-- Extracted entries --
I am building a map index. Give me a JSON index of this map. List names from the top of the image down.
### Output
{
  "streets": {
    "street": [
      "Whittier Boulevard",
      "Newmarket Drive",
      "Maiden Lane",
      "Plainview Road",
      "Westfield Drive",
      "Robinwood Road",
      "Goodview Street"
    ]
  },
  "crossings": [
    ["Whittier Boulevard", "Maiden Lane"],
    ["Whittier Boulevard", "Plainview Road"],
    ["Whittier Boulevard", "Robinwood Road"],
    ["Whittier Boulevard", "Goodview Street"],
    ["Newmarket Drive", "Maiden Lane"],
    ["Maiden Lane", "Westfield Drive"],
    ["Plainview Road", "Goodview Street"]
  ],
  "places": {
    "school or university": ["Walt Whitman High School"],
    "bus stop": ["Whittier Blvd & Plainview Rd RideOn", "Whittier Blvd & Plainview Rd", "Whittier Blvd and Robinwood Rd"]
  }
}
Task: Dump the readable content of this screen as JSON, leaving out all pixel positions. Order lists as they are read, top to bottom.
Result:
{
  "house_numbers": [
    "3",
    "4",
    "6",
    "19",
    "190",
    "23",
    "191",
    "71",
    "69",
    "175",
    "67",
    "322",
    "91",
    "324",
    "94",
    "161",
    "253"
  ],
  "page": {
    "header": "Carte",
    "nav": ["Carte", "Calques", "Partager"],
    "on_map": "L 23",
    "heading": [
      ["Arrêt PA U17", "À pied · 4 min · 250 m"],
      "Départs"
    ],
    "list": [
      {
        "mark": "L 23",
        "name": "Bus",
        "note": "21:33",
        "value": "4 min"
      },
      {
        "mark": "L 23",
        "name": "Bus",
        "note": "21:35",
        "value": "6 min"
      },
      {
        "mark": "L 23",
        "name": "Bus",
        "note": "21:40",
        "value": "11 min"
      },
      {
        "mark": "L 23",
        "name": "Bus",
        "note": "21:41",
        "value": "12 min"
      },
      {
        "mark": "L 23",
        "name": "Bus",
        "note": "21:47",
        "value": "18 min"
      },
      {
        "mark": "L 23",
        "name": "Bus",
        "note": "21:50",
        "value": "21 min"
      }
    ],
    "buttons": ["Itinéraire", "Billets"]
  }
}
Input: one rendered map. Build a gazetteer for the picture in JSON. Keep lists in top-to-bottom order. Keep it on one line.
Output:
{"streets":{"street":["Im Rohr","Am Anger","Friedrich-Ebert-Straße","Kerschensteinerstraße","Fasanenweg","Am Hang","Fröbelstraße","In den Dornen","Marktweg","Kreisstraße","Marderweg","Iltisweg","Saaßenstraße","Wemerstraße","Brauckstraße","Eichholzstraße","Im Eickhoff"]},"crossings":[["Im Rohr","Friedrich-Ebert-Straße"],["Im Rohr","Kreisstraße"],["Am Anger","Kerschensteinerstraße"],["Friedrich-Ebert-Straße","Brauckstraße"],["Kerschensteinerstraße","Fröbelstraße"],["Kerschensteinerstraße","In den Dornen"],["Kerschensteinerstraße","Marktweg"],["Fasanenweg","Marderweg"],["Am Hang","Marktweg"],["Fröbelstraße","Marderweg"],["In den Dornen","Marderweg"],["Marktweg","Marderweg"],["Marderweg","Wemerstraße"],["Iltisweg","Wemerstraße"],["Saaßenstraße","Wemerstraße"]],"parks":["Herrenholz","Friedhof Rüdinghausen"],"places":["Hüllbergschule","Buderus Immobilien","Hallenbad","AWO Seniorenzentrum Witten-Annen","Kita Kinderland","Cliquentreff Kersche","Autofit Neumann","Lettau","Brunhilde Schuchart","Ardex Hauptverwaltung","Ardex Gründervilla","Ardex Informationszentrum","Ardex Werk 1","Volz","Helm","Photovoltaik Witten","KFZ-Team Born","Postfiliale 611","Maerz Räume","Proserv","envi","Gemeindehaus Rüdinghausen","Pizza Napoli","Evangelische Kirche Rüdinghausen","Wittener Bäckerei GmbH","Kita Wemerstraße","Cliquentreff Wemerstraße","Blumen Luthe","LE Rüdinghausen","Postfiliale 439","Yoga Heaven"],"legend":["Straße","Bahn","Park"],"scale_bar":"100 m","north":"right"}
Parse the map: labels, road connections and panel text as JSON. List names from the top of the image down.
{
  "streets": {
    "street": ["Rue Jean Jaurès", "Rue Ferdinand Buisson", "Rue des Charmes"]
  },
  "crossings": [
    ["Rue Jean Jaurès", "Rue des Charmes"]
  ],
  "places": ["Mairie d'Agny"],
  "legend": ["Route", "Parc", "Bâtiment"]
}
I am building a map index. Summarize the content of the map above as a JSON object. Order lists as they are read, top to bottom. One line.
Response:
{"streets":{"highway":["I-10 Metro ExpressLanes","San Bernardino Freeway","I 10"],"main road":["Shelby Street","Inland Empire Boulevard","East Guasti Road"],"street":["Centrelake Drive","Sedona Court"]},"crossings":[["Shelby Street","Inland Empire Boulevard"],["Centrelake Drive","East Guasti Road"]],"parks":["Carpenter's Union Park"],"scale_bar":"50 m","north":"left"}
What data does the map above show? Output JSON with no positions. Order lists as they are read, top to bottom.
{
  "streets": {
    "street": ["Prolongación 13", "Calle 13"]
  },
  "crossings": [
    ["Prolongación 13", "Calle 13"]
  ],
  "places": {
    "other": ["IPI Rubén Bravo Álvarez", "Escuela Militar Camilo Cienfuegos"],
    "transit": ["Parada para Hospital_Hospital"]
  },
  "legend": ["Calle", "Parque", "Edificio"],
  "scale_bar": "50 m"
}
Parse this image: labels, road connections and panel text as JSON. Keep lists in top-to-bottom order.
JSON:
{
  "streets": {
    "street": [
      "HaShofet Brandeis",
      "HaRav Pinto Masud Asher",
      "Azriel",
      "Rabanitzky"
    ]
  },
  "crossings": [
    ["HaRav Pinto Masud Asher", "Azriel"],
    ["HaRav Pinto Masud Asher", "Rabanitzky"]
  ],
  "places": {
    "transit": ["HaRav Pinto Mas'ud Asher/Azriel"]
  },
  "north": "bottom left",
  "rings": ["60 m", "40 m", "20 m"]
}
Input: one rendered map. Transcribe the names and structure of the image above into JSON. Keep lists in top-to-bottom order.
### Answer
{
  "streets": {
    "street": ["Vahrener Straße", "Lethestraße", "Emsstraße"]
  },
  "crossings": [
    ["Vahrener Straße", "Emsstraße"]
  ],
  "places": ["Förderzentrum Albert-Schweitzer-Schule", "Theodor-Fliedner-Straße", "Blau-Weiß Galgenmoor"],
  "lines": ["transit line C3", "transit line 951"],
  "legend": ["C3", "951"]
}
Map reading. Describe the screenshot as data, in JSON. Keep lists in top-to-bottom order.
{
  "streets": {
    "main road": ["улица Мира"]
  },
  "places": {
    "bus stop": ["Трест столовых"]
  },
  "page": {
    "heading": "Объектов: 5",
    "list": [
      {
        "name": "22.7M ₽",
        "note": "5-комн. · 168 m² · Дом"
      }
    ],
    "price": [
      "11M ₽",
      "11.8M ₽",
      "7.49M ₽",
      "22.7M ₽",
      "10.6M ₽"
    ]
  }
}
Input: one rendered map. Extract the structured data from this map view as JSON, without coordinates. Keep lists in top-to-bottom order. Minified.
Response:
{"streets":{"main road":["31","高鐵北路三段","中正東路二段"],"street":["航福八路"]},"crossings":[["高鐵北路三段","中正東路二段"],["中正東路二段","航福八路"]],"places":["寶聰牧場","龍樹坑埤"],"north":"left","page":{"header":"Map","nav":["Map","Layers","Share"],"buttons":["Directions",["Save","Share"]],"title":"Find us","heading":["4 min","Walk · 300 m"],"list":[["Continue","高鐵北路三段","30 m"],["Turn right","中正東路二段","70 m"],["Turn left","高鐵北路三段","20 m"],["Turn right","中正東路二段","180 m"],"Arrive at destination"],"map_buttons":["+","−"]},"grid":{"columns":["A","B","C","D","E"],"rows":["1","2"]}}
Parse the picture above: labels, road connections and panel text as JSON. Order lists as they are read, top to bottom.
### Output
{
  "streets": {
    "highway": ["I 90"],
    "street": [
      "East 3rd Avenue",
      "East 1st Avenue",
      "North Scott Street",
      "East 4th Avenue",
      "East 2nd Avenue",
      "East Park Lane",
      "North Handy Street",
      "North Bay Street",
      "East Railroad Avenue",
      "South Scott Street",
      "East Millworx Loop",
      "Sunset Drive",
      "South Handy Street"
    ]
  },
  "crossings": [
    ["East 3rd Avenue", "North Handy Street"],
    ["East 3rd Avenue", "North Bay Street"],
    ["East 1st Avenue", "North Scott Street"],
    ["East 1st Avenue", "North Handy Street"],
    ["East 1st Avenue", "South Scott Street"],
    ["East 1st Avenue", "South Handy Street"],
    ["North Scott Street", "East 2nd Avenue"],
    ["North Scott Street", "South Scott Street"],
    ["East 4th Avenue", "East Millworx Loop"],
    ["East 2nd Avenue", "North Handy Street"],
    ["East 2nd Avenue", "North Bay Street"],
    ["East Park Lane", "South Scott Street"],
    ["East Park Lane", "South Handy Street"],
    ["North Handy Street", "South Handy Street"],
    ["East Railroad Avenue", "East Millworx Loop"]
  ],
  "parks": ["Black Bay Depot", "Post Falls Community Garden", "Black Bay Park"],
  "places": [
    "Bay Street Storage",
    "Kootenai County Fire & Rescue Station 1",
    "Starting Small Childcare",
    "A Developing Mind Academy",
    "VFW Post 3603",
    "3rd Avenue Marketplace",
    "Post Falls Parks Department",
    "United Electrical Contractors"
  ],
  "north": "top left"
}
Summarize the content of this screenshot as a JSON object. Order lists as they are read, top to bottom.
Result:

-- Try it --
Give the count of lines in the listing that contain the word "index". No explanation is wanted.

-- Your solution --
2